ボアッティーニ彗星とは

2008.4.27 新規

発見

 昨年11月20日にレモン天文台(アメリカ・アリゾナ州)研究員のボアッティーニさん(A. Boattini (Mt. Lemmon Survey))によって発見されたのがボアッティーニ彗星(Boattini C/2007 W1)です。発見当時は18.1等と非常に暗かったのですが、ここへきて明るさが急激に増しています。予報ではピーク時に4等台半ばから4等台前半くらいの明るさになりそうですが、うまくすると3等台まで明るくなる可能性も残っています。

接近

 彗星は6月12日に地球へ0.21天文単位まで近づき、明るさや尾の長さはこの頃にピークとなります。その後は6月24日に太陽へ0.85天文単位まで近づいて近日点通過となります。

天体観測条件

 日本からボアッティーニ彗星の天体観測を行う場合、6月をはさんで大きくふたつに分かれます。まず5月末までの前半ですが、こちらは5月下旬に6等前後になる頃まで夕方南西の空で観測することができます。後半の7月上旬以降は夜明け前の東天に移り、当初は5等台で観測できますが、その後は急速に暗くなっていきます。しかし残念ながら、地球に接近する6月は北半球から観測するのは難しいでしょう。
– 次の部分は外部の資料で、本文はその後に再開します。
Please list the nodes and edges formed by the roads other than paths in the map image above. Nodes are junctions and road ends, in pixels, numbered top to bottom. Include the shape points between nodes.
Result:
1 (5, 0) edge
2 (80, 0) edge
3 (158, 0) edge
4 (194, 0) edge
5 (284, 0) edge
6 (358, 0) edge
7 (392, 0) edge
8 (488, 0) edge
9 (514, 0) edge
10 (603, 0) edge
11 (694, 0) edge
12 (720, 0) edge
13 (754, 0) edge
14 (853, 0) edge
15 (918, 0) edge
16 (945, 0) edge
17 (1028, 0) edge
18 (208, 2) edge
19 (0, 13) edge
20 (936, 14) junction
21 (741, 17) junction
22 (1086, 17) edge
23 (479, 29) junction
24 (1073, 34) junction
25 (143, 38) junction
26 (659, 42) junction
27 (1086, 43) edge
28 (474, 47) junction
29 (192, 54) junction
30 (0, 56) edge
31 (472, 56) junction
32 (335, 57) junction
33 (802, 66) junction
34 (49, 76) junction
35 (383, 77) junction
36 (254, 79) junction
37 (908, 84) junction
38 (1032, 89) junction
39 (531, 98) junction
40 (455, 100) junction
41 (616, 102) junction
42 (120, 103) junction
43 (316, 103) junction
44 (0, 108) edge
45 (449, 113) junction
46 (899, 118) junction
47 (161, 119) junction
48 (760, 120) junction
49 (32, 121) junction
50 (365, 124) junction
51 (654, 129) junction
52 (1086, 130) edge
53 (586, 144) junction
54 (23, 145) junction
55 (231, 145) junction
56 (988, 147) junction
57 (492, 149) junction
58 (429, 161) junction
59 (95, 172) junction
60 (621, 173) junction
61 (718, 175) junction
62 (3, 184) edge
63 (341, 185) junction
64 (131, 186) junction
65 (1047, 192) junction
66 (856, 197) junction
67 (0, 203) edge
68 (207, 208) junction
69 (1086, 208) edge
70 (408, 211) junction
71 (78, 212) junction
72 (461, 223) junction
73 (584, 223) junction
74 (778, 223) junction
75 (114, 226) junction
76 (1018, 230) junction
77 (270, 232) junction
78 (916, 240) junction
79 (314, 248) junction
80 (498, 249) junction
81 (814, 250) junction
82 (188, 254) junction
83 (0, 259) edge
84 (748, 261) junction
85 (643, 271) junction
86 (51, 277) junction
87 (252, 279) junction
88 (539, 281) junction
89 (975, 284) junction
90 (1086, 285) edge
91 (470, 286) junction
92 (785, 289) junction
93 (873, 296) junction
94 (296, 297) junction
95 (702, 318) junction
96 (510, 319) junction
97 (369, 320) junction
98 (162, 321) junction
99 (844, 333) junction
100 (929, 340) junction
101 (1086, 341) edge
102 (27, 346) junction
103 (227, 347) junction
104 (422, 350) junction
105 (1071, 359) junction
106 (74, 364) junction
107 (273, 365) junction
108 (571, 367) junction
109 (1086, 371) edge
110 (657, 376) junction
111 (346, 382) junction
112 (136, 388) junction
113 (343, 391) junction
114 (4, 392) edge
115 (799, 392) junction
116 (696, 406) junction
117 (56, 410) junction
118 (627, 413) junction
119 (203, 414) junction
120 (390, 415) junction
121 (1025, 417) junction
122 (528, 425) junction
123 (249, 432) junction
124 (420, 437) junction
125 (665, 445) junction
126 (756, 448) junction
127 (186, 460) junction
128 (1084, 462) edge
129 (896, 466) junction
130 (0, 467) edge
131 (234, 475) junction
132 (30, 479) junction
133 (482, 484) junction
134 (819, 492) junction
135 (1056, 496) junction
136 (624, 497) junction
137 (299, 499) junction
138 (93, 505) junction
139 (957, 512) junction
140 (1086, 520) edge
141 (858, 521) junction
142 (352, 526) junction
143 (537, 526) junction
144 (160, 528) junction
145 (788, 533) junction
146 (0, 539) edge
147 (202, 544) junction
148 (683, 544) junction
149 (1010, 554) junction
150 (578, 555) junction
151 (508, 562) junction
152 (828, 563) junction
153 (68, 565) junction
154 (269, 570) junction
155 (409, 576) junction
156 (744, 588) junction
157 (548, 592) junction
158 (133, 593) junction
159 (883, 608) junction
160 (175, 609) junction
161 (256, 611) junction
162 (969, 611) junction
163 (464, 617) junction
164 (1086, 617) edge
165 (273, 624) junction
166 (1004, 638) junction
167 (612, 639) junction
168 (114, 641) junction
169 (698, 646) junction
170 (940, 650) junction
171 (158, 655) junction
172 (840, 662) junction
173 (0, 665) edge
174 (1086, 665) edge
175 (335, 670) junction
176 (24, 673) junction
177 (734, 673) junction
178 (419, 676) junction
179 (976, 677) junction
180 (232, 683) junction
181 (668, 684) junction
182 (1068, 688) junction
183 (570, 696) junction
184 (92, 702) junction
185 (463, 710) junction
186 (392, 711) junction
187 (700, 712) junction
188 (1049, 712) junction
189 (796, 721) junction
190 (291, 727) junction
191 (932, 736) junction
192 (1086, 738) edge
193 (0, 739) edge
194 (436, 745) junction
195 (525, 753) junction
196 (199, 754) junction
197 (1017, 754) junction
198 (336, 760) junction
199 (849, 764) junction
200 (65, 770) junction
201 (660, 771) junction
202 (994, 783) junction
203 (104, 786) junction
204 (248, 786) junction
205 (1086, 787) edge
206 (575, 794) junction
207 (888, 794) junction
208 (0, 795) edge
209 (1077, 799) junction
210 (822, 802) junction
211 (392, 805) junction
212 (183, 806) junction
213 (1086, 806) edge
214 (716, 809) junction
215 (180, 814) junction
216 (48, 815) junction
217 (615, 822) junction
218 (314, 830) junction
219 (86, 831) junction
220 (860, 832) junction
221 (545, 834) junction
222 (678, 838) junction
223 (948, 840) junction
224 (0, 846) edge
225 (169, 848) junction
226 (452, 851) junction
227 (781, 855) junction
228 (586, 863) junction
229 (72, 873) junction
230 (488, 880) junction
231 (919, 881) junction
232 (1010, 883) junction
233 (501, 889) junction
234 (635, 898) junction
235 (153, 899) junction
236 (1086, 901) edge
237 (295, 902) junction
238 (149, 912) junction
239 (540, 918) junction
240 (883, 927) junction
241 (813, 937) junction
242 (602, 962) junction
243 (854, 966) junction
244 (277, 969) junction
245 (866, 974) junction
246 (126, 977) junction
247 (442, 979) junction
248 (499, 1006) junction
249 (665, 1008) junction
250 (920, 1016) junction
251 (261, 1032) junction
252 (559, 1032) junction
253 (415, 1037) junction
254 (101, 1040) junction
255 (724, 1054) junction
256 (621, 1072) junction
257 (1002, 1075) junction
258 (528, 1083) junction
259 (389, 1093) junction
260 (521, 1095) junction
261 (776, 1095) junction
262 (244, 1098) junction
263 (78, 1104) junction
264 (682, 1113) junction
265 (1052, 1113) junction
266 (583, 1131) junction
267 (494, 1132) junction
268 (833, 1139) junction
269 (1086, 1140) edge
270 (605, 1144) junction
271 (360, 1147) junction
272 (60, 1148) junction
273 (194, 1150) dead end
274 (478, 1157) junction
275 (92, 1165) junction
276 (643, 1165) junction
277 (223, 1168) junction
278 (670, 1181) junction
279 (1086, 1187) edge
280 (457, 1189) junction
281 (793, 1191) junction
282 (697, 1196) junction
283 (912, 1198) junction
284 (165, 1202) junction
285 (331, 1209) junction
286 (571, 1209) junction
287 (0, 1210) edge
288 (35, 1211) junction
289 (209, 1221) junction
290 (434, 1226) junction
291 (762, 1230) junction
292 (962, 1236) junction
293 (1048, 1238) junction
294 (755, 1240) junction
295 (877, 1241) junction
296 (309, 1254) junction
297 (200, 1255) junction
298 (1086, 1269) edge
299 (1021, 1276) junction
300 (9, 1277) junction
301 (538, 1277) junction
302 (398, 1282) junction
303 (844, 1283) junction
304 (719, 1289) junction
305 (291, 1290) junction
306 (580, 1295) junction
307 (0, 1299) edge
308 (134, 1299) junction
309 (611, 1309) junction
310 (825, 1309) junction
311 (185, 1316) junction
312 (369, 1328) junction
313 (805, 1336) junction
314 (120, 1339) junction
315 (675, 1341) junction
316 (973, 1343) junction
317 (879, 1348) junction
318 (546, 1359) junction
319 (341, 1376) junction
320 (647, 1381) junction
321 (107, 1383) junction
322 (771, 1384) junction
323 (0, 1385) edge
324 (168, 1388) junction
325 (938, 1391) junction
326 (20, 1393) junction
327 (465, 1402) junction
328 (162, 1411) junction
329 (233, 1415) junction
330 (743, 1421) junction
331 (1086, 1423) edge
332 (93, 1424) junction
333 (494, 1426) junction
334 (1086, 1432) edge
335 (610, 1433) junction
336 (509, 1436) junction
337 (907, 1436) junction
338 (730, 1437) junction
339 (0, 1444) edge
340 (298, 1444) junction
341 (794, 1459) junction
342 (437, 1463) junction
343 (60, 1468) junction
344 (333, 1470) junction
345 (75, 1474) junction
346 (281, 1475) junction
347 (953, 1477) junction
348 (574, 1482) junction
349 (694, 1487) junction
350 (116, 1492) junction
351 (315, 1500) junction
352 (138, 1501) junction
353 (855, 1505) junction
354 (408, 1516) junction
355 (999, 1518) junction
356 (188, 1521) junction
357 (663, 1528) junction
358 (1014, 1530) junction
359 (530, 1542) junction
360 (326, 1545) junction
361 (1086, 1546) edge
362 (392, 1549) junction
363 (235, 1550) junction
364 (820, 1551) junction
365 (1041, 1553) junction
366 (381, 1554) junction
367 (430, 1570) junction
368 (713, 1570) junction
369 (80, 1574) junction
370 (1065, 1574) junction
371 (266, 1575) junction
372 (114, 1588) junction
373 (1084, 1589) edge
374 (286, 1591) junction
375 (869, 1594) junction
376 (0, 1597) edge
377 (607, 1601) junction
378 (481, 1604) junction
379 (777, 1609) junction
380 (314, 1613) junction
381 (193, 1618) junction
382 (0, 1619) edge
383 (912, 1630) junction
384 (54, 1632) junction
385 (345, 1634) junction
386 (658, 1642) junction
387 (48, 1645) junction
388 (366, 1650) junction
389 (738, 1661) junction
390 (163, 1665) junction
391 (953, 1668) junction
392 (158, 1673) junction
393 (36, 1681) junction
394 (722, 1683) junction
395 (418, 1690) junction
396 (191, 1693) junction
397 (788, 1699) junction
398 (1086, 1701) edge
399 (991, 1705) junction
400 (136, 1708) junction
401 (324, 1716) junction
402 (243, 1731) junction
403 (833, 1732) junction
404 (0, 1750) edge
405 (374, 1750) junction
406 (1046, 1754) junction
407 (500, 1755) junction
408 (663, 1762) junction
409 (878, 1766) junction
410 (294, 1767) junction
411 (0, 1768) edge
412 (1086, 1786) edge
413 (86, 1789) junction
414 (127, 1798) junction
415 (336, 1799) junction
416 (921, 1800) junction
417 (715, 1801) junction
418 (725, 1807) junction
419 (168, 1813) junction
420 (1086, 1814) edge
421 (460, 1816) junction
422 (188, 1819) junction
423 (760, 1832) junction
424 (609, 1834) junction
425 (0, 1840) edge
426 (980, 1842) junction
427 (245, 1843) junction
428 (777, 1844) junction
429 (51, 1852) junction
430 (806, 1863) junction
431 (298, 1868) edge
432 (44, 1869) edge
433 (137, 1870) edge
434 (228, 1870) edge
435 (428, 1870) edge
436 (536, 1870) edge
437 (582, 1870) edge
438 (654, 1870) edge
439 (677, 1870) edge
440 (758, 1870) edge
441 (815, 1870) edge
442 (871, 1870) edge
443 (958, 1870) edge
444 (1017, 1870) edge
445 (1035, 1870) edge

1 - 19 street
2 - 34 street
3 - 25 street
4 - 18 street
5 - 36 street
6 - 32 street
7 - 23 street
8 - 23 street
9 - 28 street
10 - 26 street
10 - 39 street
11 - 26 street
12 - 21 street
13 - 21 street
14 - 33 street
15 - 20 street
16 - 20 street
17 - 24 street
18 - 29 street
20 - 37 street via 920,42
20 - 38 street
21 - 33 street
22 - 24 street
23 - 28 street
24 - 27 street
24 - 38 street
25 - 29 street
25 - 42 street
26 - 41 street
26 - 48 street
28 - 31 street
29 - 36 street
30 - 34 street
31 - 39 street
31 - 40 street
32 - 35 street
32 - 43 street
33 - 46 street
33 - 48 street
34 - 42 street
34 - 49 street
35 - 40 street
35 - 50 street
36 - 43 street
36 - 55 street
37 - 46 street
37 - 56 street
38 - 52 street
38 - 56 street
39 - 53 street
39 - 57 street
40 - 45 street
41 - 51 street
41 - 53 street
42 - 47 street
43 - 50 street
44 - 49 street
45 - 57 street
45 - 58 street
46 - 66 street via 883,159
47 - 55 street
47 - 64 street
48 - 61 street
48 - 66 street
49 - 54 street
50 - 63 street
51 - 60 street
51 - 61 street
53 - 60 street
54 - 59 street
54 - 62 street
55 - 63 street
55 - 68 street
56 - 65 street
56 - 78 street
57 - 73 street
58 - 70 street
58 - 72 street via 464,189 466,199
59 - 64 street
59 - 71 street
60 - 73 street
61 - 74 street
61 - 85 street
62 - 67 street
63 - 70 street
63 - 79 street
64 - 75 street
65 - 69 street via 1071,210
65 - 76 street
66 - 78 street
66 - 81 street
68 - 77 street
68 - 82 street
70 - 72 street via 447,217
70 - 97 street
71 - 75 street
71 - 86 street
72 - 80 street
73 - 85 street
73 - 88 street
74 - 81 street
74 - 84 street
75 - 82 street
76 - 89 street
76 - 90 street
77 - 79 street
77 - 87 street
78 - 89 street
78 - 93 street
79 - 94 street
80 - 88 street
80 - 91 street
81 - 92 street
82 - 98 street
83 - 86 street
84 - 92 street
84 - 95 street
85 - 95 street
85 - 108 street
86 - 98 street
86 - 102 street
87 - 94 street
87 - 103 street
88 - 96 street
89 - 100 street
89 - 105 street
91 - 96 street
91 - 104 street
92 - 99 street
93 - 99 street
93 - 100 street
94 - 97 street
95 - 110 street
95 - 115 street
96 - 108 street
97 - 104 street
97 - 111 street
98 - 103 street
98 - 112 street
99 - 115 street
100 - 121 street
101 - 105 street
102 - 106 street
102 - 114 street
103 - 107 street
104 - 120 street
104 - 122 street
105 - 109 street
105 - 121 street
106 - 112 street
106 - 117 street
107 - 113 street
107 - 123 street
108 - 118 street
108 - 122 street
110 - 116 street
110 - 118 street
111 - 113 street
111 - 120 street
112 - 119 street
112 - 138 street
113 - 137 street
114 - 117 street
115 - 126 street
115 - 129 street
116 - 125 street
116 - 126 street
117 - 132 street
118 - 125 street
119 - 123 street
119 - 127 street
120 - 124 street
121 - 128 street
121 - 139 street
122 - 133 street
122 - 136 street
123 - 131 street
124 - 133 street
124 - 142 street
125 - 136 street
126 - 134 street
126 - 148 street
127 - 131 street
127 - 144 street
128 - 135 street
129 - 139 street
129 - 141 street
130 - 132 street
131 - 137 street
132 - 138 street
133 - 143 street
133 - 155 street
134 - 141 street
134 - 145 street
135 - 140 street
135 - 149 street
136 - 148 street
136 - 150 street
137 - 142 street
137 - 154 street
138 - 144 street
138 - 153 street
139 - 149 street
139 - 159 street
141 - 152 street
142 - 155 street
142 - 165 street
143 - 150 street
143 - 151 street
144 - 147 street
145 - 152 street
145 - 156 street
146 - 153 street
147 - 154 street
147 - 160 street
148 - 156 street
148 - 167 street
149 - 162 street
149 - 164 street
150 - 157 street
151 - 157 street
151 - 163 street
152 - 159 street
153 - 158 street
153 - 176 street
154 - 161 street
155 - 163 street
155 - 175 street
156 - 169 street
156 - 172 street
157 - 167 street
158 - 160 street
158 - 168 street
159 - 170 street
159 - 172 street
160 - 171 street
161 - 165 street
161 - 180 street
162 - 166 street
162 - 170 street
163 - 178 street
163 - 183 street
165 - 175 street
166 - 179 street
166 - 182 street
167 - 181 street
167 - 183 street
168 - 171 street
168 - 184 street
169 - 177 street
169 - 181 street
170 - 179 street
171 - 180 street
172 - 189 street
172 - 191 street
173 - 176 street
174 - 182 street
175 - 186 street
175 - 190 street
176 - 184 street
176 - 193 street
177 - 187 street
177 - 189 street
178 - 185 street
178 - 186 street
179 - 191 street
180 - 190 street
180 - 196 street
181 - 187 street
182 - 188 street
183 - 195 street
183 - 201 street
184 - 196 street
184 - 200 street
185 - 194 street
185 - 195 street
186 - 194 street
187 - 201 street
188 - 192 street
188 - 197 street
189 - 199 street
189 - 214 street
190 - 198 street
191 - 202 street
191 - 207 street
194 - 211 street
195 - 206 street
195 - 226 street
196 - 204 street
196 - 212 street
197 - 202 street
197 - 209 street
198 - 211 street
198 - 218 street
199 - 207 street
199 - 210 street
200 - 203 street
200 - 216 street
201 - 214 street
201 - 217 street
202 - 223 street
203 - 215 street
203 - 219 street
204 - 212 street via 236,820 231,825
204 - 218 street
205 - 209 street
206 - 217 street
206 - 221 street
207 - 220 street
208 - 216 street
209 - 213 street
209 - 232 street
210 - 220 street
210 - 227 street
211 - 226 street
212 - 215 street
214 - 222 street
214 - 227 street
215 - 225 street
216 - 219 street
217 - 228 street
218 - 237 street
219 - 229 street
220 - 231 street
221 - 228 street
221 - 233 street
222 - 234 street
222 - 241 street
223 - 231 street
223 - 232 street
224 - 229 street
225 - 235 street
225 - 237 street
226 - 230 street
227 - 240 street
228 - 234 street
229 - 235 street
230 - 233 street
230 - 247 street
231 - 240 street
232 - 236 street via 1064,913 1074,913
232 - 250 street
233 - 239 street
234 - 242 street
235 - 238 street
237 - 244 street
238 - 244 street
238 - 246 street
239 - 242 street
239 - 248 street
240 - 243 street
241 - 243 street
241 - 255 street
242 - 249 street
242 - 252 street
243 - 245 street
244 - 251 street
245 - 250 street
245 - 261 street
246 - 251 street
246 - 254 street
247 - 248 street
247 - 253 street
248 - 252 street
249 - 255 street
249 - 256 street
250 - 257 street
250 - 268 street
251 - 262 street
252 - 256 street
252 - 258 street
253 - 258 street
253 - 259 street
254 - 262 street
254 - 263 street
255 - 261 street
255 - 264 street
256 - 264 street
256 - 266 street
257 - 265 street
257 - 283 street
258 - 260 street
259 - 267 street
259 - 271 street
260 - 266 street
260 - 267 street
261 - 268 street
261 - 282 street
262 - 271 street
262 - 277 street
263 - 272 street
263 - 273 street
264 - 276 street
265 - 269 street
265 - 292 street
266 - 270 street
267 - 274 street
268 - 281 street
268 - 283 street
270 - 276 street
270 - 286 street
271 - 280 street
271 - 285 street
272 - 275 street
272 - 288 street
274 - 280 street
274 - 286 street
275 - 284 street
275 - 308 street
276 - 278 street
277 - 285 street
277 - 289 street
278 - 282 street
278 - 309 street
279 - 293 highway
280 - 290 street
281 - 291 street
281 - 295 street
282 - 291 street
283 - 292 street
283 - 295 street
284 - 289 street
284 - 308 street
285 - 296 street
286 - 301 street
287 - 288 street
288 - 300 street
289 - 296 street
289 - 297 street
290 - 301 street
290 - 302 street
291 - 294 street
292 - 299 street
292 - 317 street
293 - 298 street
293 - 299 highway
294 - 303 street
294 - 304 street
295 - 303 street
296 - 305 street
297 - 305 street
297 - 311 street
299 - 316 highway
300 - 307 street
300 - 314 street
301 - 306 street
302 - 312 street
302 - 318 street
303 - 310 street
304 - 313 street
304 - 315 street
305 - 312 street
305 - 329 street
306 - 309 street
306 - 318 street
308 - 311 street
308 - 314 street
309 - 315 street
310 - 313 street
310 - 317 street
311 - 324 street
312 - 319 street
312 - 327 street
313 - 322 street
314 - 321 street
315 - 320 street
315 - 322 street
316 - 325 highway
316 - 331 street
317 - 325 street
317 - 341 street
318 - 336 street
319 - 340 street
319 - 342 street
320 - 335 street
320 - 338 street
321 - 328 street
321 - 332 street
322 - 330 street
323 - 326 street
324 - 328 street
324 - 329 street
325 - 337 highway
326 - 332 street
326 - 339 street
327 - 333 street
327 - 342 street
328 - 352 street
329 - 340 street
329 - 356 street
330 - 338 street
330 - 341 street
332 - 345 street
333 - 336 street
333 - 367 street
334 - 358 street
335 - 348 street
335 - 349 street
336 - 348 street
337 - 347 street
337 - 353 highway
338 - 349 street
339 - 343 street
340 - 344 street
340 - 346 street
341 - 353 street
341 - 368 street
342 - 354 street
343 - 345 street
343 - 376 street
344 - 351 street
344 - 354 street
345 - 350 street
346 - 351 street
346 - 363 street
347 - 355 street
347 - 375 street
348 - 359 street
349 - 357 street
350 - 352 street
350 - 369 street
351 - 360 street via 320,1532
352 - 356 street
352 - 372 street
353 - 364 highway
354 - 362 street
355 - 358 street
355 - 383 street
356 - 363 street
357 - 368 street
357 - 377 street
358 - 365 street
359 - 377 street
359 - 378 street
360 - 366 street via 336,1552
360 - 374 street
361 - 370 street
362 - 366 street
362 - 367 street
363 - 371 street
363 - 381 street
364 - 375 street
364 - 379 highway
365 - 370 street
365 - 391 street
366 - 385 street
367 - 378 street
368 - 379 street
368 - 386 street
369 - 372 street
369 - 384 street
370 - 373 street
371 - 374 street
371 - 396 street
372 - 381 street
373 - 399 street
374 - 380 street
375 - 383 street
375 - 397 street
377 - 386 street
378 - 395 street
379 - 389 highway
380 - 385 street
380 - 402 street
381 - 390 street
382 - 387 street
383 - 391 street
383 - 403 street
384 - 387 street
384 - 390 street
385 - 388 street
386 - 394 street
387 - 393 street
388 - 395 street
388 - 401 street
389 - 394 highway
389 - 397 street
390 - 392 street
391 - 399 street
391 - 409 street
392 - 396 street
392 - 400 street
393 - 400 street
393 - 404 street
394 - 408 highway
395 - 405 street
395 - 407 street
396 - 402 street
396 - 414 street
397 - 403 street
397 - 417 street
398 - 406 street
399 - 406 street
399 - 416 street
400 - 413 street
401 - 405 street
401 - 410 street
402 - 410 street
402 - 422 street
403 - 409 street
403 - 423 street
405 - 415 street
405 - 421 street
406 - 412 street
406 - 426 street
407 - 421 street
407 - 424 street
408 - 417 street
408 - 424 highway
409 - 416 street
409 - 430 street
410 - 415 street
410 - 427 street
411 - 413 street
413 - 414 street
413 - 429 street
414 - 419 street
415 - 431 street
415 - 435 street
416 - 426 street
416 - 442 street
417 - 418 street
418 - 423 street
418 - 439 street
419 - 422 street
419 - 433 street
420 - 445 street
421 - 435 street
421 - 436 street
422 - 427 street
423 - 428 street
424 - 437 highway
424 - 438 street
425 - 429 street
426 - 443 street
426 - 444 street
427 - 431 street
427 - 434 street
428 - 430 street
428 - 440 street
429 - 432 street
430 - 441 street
 ボアッティーニ彗星の場合、彗星をななめ横から眺める格好になりますので、尾が見られることが期待できます。ただ、ボアッティーニ彗星はオールトの雲からやってきて今回初めて太陽へ近づく彗星です。通常の彗星ですと太陽へ近づくと急激に活動が活発になって明るくなるのですが、ボアッティーニ彗星のように、まだ一度も太陽に接近していない彗星は、太陽へ接近するにつれて増光のペースが鈍ってくると指摘する専門家もいます。

果たしてボアッティーニ彗星が今後どのような姿を見せてくれるか、期待したいところですね!